Check to see that you're not getting burned on your copay. If you have an insurance plan that makes you pay $15 for each drug you get at the pharmacy, but the drug only costs $10 to fill......they pocket the $5 for it. This doesn't make sense! The way to avoid this is to check how much the medicine actually costs. Then if it's less than the copay, ask the insurance company and the pharmacy to let you pay the medication cost. Why would you want to pay $15 for a prescription that only cost $7? Go a step further then and ask the insurance company and the pharmacy to never require a copay if the drug is less than the copay would be.
Know what tier your drugs are in. Drugs come in 4 different tiers and the tiers determine the cost of them. Tier 1 is the cheapest and Tier 3 and 4 the highest price you can pay for a medication. Usually there are alternative drugs that fall into Tier 1 or Tier 2 that can treat your medical problem without costing you an arm and a leg. So if they prescribed a Tier 4 drug for your fibromyalgia (Cymbalta which is plastered all over TV), ask what Tier 1 and Tier 2 drugs can treat it just as well. Ask your doctor, your health care provider or even your insurance company what tier all your drugs fall into and then ask if there's a way that they can reduce the tier - and reduce your tears!
Price compare. Even with pharmacies, it pays to shop around. If you like getting your medicines through a bricks and mortar pharmacy, get the best price possible by calling around town and getting a price quote on all your medicines. Also don't forget about $4 drug programs offered at Walmart, Target and other stores. These only cover certain drugs but again, if you drop a tier and one of your drugs is covered now on that plan, it's money in the bank or in your pocket.
Get a drug discount card. Check these out on the Internet and then check to see about the coverage on the specific medications you take. It doesn't pay to have the card if the medications you take aren't covered or your pharmacy doesn't participate with that drug discount card.

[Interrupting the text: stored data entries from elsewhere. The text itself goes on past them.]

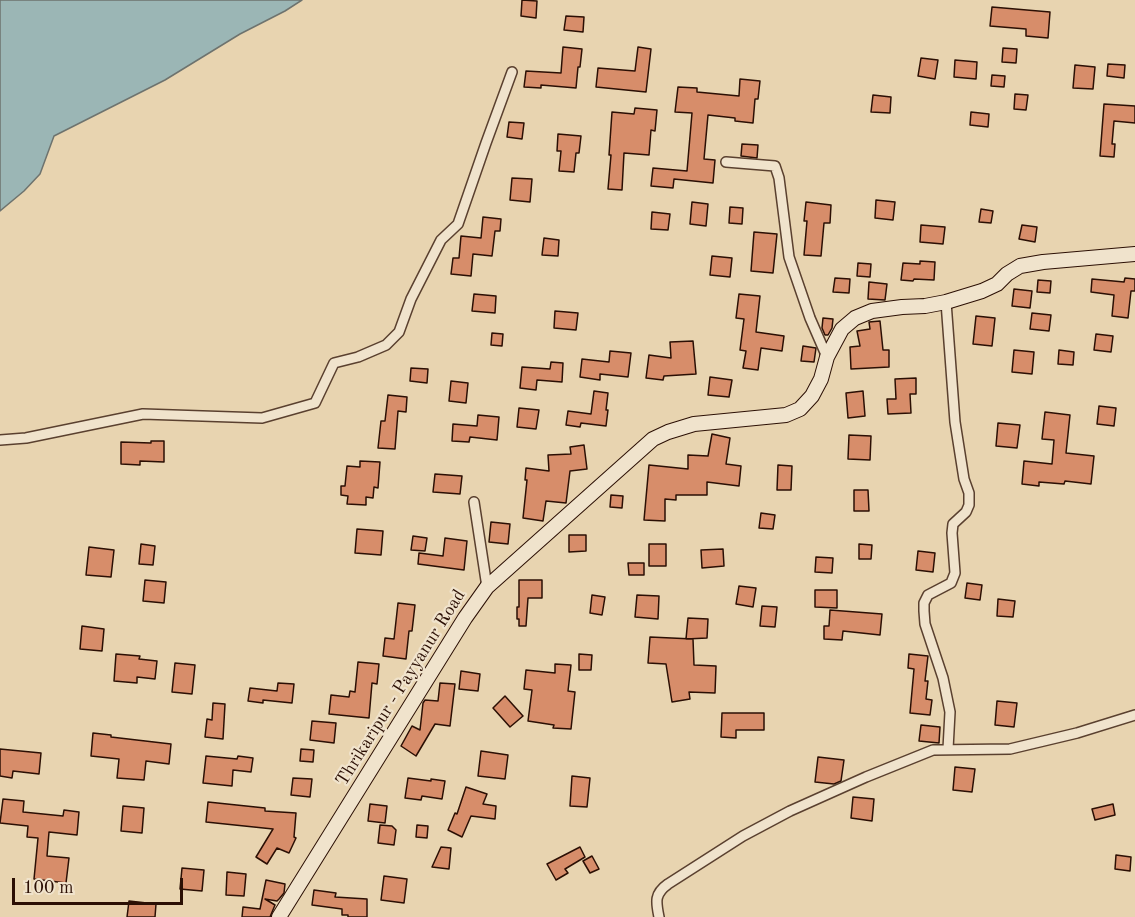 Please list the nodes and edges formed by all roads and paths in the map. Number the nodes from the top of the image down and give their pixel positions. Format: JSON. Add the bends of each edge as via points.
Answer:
{"nodes":[{"id":1,"x":512,"y":72,"type":"dead end"},
{"id":2,"x":726,"y":162,"type":"dead end"},
{"id":3,"x":1135,"y":254,"type":"edge"},
{"id":4,"x":946,"y":302,"type":"junction"},
{"id":5,"x":827,"y":357,"type":"junction"},
{"id":6,"x":0,"y":440,"type":"edge"},
{"id":7,"x":474,"y":502,"type":"dead end"},
{"id":8,"x":487,"y":587,"type":"junction"},
{"id":9,"x":1135,"y":714,"type":"edge"},
{"id":10,"x":948,"y":749,"type":"junction"},
{"id":11,"x":279,"y":917,"type":"edge"},
{"id":12,"x":659,"y":917,"type":"edge"}],
"edges":[{"from":1,"to":6,"type":"street","via":[[458,224],[441,240],[411,298],[399,332],[386,345],[334,363],[315,403],[262,418],[143,414]]},
{"from":2,"to":5,"type":"street","via":[[775,166],[789,257]]},
{"from":3,"to":4,"type":"main road","name":"Thrikaripur - Payyanur Road","via":[[1020,266],[998,284]]},
{"from":4,"to":5,"type":"main road","name":"Thrikaripur - Payyanur Road","via":[[872,311],[855,318],[842,329]]},
{"from":4,"to":10,"type":"street","via":[[955,422],[969,505],[953,524],[955,573],[951,583],[928,596],[924,611],[950,712]]},
{"from":5,"to":8,"type":"main road","name":"Thrikaripur - Payyanur Road","via":[[821,379],[800,409],[786,415],[694,424],[653,439]]},
{"from":7,"to":8,"type":"street"},
{"from":8,"to":11,"type":"main road","name":"Thrikaripur - Payyanur Road"},
{"from":9,"to":10,"type":"street","via":[[1010,749]]},
{"from":10,"to":12,"type":"street","via":[[933,750],[866,777],[743,836],[662,888],[656,899]]}]}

TRIMMING DOWN THE HIGH COST OF MEDICATIONS
Whatever ways you can cut down on the high cost of medication, do it. It's a travesty in this country and around the world to see people going without food and without needed medications all because of the high cost of everything.

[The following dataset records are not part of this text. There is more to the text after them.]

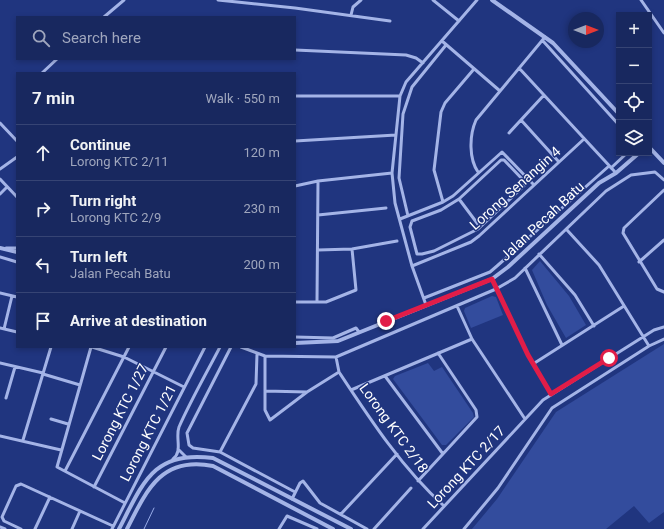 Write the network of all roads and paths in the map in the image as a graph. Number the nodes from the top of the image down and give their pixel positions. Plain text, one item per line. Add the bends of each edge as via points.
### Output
1 (124, 0) edge
2 (218, 0) edge
3 (272, 0) edge
4 (361, 0) edge
5 (433, 0) edge
6 (477, 0) edge
7 (492, 0) edge
8 (641, 0) edge
9 (272, 6) junction
10 (351, 15) junction
11 (105, 16) edge
12 (390, 21) dead end
13 (458, 21) junction
14 (664, 33) edge
15 (545, 37) junction
16 (442, 41) junction
17 (542, 42) junction
18 (446, 45) junction
19 (296, 50) edge
20 (56, 60) edge
21 (424, 63) junction
22 (519, 68) junction
23 (474, 69) junction
24 (43, 72) edge
25 (500, 91) junction
26 (544, 95) junction
27 (296, 96) edge
28 (400, 96) junction
29 (616, 111) edge
30 (521, 120) junction
31 (616, 122) edge
32 (0, 123) edge
33 (509, 133) dead end
34 (396, 135) junction
35 (584, 139) junction
36 (16, 140) edge
37 (296, 141) edge
38 (652, 150) edge
39 (623, 156) edge
40 (636, 156) edge
41 (16, 158) edge
42 (559, 162) junction
43 (664, 163) edge
44 (486, 166) junction
45 (610, 167) junction
46 (0, 169) edge
47 (490, 170) junction
48 (478, 172) junction
49 (392, 173) junction
50 (616, 173) junction
51 (0, 178) edge
52 (664, 180) edge
53 (318, 181) junction
54 (534, 185) junction
55 (296, 186) edge
56 (7, 187) junction
57 (664, 190) edge
58 (0, 194) edge
59 (16, 196) edge
60 (514, 196) junction
61 (459, 199) junction
62 (518, 200) junction
63 (443, 202) junction
64 (386, 208) dead end
65 (421, 211) junction
66 (318, 216) junction
67 (408, 216) junction
68 (424, 217) junction
69 (400, 220) junction
70 (480, 227) junction
71 (567, 230) junction
72 (664, 240) edge
73 (397, 241) dead end
74 (0, 248) edge
75 (16, 248) edge
76 (352, 249) junction
77 (318, 250) junction
78 (434, 251) junction
79 (16, 252) edge
80 (539, 254) junction
81 (436, 256) junction
82 (0, 257) edge
83 (16, 262) edge
84 (639, 262) junction
85 (412, 266) junction
86 (525, 268) junction
87 (492, 279) junction
88 (496, 289) junction
89 (664, 292) edge
90 (0, 293) edge
91 (12, 296) junction
92 (16, 297) edge
93 (424, 298) junction
94 (296, 302) edge
95 (317, 302) junction
96 (426, 305) junction
97 (457, 306) junction
98 (624, 306) junction
99 (594, 326) junction
100 (664, 327) edge
101 (2, 329) edge
102 (16, 332) edge
103 (359, 332) junction
104 (296, 337) edge
105 (644, 337) junction
106 (472, 339) junction
107 (664, 339) edge
108 (296, 343) edge
109 (562, 345) junction
110 (649, 346) junction
111 (51, 348) edge
112 (92, 348) edge
113 (95, 348) edge
114 (128, 348) edge
115 (166, 348) edge
116 (204, 348) edge
117 (219, 348) edge
118 (230, 348) edge
119 (243, 348) edge
120 (438, 353) junction
121 (257, 354) junction
122 (265, 356) junction
123 (124, 357) junction
124 (336, 357) junction
125 (0, 363) edge
126 (533, 364) junction
127 (15, 366) junction
128 (154, 372) junction
129 (339, 372) junction
130 (43, 374) junction
131 (385, 376) junction
132 (80, 385) junction
133 (184, 387) junction
134 (351, 390) junction
135 (264, 391) junction
136 (307, 392) junction
137 (551, 394) junction
138 (6, 398) dead end
139 (51, 419) dead end
140 (525, 419) junction
141 (68, 424) junction
142 (0, 436) edge
143 (23, 440) junction
144 (61, 450) junction
145 (178, 450) junction
146 (220, 452) junction
147 (397, 454) junction
148 (443, 454) junction
149 (186, 456) junction
150 (172, 460) junction
151 (65, 471) junction
152 (418, 481) junction
153 (94, 487) junction
154 (411, 488) dead end
155 (295, 492) junction
156 (50, 497) junction
157 (292, 499) junction
158 (125, 503) junction
159 (444, 506) junction
160 (80, 511) junction
161 (341, 514) junction
162 (0, 527) edge
163 (112, 527) edge
164 (5, 529) edge
165 (21, 529) edge
166 (35, 529) edge
167 (72, 529) edge
168 (120, 529) edge
169 (127, 529) edge
170 (279, 529) edge
171 (315, 529) edge
172 (333, 529) edge
173 (351, 529) edge
174 (367, 529) edge
175 (374, 529) edge
176 (423, 529) edge
177 (464, 529) edge

1 - 11 street
2 - 9 street
3 - 9 street
4 - 10 street via 353,7
5 - 13 street
6 - 13 street
7 - 15 street
8 - 14 street
9 - 10 street
10 - 12 street
13 - 16 street
15 - 17 street
15 - 29 street
16 - 18 street
16 - 21 street
17 - 22 street
17 - 31 street
18 - 23 street
18 - 67 street via 412,87 403,114 399,178
19 - 21 street via 406,55
20 - 24 street
21 - 28 street via 406,82
22 - 25 street
22 - 26 street
23 - 25 street
23 - 63 street via 440,112 434,170
25 - 48 street via 476,120 473,128 471,152 473,165
26 - 30 street
26 - 35 street
27 - 28 street
28 - 34 street
30 - 33 street
30 - 42 street
32 - 36 street
34 - 37 street
34 - 49 street
35 - 42 street, Lorong Senangin 4
35 - 45 street
38 - 43 street
39 - 45 street
40 - 50 street, Jalan Pecah Batu
41 - 46 street
42 - 54 street, Lorong Senangin 4
44 - 47 street
44 - 48 street
44 - 54 street via 502,152
45 - 50 street
45 - 93 street via 490,272
47 - 60 street via 503,159 516,172 525,184
47 - 61 street
48 - 63 street
49 - 53 street
49 - 69 street via 395,203
50 - 87 street, Jalan Pecah Batu via 599,183
51 - 56 street
52 - 71 street via 655,172 626,177 606,191
53 - 55 street
53 - 66 street
54 - 62 street, Lorong Senangin 4
56 - 58 street
56 - 59 street
57 - 84 street via 624,228 624,238
60 - 62 street
60 - 70 street
61 - 68 street
61 - 70 street
62 - 81 street, Lorong Senangin 4 via 479,236
63 - 65 street
64 - 66 street
65 - 67 street
65 - 68 street
66 - 77 street
67 - 69 street
68 - 78 street via 410,224 414,246 420,254
69 - 85 street
70 - 78 street
71 - 80 street
71 - 98 street via 599,265
72 - 84 street
73 - 76 street
74 - 75 street
74 - 79 street
76 - 77 street
76 - 95 street via 356,290 326,302
77 - 95 street
78 - 81 street
80 - 86 street
80 - 99 street via 575,295
81 - 85 street, Lorong Senangin 4
82 - 83 street
84 - 89 street via 657,289
85 - 93 street
86 - 88 street via 515,278
86 - 109 street
87 - 88 street
87 - 96 street, Jalan Pecah Batu
88 - 97 street
88 - 126 street
90 - 91 street
91 - 92 street
91 - 101 street
93 - 96 street
94 - 95 street
96 - 103 street, Jalan Pecah Batu
97 - 106 street
97 - 124 street
98 - 99 street
98 - 105 street
99 - 109 street
100 - 105 street, Lorong KTC 2/17
101 - 102 street
103 - 104 street via 356,328 333,338
103 - 108 street, Jalan Pecah Batu via 331,342
105 - 110 street
105 - 137 street, Lorong KTC 2/17
106 - 120 street
106 - 140 street
107 - 110 street
109 - 126 street
110 - 177 street via 552,408 498,488
111 - 130 street
112 - 132 street
113 - 123 street
114 - 123 street
115 - 128 street, Lorong KTC 1/27
116 - 133 street, Lorong KTC 1/21
117 - 145 street via 178,429
118 - 146 street via 187,433 189,445 193,448
119 - 121 street
120 - 131 street
120 - 148 street via 477,414 475,421
121 - 122 street
121 - 146 street via 256,384
122 - 124 street
122 - 135 street
123 - 128 street
123 - 151 street
124 - 129 street, Lorong KTC 2/18
125 - 127 street
126 - 137 street
127 - 130 street
127 - 138 street
128 - 133 street
128 - 153 street, Lorong KTC 1/27
129 - 134 street, Lorong KTC 2/18
129 - 136 street
130 - 132 street
130 - 143 street
131 - 134 street
131 - 148 street
132 - 141 street
133 - 158 street, Lorong KTC 1/21
134 - 147 street, Lorong KTC 2/18
135 - 136 street
135 - 136 street via 264,410 270,420
137 - 140 street, Lorong KTC 2/17
139 - 141 street
140 - 159 street, Lorong KTC 2/17
141 - 144 street
142 - 143 street
143 - 144 street
144 - 151 street via 57,467
145 - 149 street
145 - 150 street
146 - 155 street
147 - 152 street, Lorong KTC 2/18
147 - 161 street
148 - 152 street
149 - 150 street
149 - 157 street via 213,458
150 - 168 street via 148,478
151 - 153 street
152 - 159 street, Lorong KTC 2/18
153 - 158 street
154 - 175 street
155 - 157 street
155 - 161 street via 303,481 320,503
156 - 160 street
156 - 165 street via 21,484 16,486 2,517 4,521
156 - 166 street
157 - 173 street
158 - 163 street, Lorong KTC 1/21
159 - 176 street, Lorong KTC 2/17
160 - 163 street
160 - 167 street
161 - 174 street
162 - 164 street
169 - 172 street via 144,496 160,476 176,467 193,464 214,466
170 - 171 street via 285,518 290,516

They say that inflation hasn't risen that much but you couldn't prove it by the cost of prescription medications!
Do whatever you can to reduce your out-of-pocket costs but talk to your physician, your pharmacists and even your insurance company about ways to save more money.
Always do what you can to save money and do your research. Then don't be swayed by people telling you this is the ONLY medicine for you to take. There are almost always not one but several alternatives.
These are great ways to get out of the revolving door of paying top price for your prescription medications.
Most of all, don't just stop taking your medicines!
Do what you can to find an alternative, but have a care for your health and get advice before you stop any medications.